The answer is that humidified oxygen does not increase the oxygen saturation in the blood. But is that the question that we should be asking? Should we look at how many exacerbations humidified oxygen users have as compared to non-humidified oxygen users. We could look at the damage done to the nasal passages which cause bleeding especially with higher oxygen flows.

If there is no benefit to humidified oxygen, then why does the Vasotherm produce warmed oxygenated air? One of the reasons that I could not wait to get the Bi-pap machine off and the Vasotherm back on was the fact that my tongue was so dry that I could not feel it and consequently chewed on it and made it very sore.

My pulmonologist was not aware that I did not have a humidifier on my machine at home. That situation was quickly changed. Since I have used the humidifier on my home unit for about a month now, I am skeptical about the standard answer about humidified oxygen stated in the beginning of this piece. Here is a study that supports that idea

Twenty-seven randomized controlled trials with a total number of 8,876 patients were included. Non-humidified oxygen offers more benefits in reducing the bacterial contamination of humidifier bottles, as shown by the mean operating time for oxygen administration and the respiratory infections compared with humidified oxygen therapy. No significant differences were found in dry nose, dry nose and throat, nosebleed, chest discomfort, the smell of oxygen and SpO2 changes.(Wen 1917)

The routine humidification of oxygen in low-flow oxygen therapy is not justifiable and non-humidified oxygen tends to be more beneficial. However, considering that the quality of most included studies is poor, rigorously designed, large-scale randomized controlled trials are still needed to identify the role of non-humidified oxygen therapy. (Wen 2017)

When I review this, I conclude that keeping the humidifier clean is a big problem. My DME provided three bottles and instructed me to change and sterilize the bottles with vinegar once the water level got low or became milky looking.
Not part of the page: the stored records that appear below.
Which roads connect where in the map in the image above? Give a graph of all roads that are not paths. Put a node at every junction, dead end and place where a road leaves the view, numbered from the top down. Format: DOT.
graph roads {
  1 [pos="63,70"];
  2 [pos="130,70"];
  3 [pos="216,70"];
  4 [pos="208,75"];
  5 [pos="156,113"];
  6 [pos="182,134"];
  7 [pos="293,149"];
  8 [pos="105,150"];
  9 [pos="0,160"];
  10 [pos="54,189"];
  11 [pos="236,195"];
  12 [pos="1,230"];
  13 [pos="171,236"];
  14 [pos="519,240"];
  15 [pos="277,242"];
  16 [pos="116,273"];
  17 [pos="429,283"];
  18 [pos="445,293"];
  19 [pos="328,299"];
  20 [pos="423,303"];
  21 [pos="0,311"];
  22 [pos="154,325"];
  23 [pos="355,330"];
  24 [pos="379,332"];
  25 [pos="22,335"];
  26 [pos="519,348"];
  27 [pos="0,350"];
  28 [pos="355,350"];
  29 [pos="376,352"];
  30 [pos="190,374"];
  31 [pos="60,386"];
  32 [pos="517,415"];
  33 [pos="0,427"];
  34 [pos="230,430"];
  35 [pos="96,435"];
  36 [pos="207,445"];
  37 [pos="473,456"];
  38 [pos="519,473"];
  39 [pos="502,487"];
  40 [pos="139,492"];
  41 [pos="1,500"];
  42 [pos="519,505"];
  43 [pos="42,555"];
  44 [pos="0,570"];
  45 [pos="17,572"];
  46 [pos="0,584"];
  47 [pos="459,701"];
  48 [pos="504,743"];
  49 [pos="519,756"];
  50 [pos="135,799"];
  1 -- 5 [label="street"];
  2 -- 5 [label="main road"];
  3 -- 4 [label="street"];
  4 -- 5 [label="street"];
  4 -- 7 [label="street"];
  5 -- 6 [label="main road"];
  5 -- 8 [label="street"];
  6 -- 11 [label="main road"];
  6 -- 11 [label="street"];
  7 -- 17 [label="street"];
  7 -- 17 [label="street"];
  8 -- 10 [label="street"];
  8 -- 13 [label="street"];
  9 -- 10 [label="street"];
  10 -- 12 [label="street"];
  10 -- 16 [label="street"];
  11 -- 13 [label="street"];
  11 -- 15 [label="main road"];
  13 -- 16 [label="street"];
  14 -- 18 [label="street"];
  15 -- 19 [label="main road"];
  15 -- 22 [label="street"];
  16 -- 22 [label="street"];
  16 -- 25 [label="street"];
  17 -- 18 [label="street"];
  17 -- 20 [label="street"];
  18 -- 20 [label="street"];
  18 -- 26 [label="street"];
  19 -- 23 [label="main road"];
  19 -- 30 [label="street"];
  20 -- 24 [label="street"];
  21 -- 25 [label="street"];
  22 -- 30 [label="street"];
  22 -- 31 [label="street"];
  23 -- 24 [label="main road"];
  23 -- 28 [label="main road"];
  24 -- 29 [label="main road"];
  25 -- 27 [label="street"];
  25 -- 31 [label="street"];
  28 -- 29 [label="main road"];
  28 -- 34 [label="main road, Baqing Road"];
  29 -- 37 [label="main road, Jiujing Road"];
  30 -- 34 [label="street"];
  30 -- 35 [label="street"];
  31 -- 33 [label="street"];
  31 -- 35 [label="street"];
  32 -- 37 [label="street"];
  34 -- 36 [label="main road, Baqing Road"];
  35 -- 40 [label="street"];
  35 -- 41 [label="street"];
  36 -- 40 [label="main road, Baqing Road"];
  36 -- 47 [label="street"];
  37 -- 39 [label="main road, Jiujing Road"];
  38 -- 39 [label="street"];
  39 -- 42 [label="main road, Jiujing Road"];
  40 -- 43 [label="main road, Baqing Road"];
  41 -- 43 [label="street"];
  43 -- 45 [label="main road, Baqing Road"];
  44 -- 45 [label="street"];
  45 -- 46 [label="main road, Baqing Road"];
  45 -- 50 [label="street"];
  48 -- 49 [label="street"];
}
The DME emphasized that I should not fill the bottle again without cleaning it with soap and water and then rinsing with vinegar.

The second thing that I must make an observation about are the nosebleeds. I had a constant nosebleed prior to using the humidifier. Most of the time it was minimal, but occasionally it was profuse. I have not had even one spot of blood in the month that I have used the humidifier bottle.

I found several articles that proclaim the benefits of using humidification with infants. (Vives 2017)

We conclude that routine humidification of oxygen for administration by nasal cannula is not justifiable, and that cessation of this practice would result in significant reductions in both time and material costs in respiratory care. (Campbell 1998)

I did not find conflicting information on the use of humidification with high flow devices. The going conclusion was that it is necessary.

I would like to see a study where the cleanliness of the equipment was closely monitored since the introduction of bacteria seems to be the major downfall with humidification and as important to providers is the cost involved.

My personal observations do not coincide with the literature and in fact the literature seems to be sparce. I would be very anxious to participate in a controlled study concerning the benefits of adding humidity to low flow oxygen use.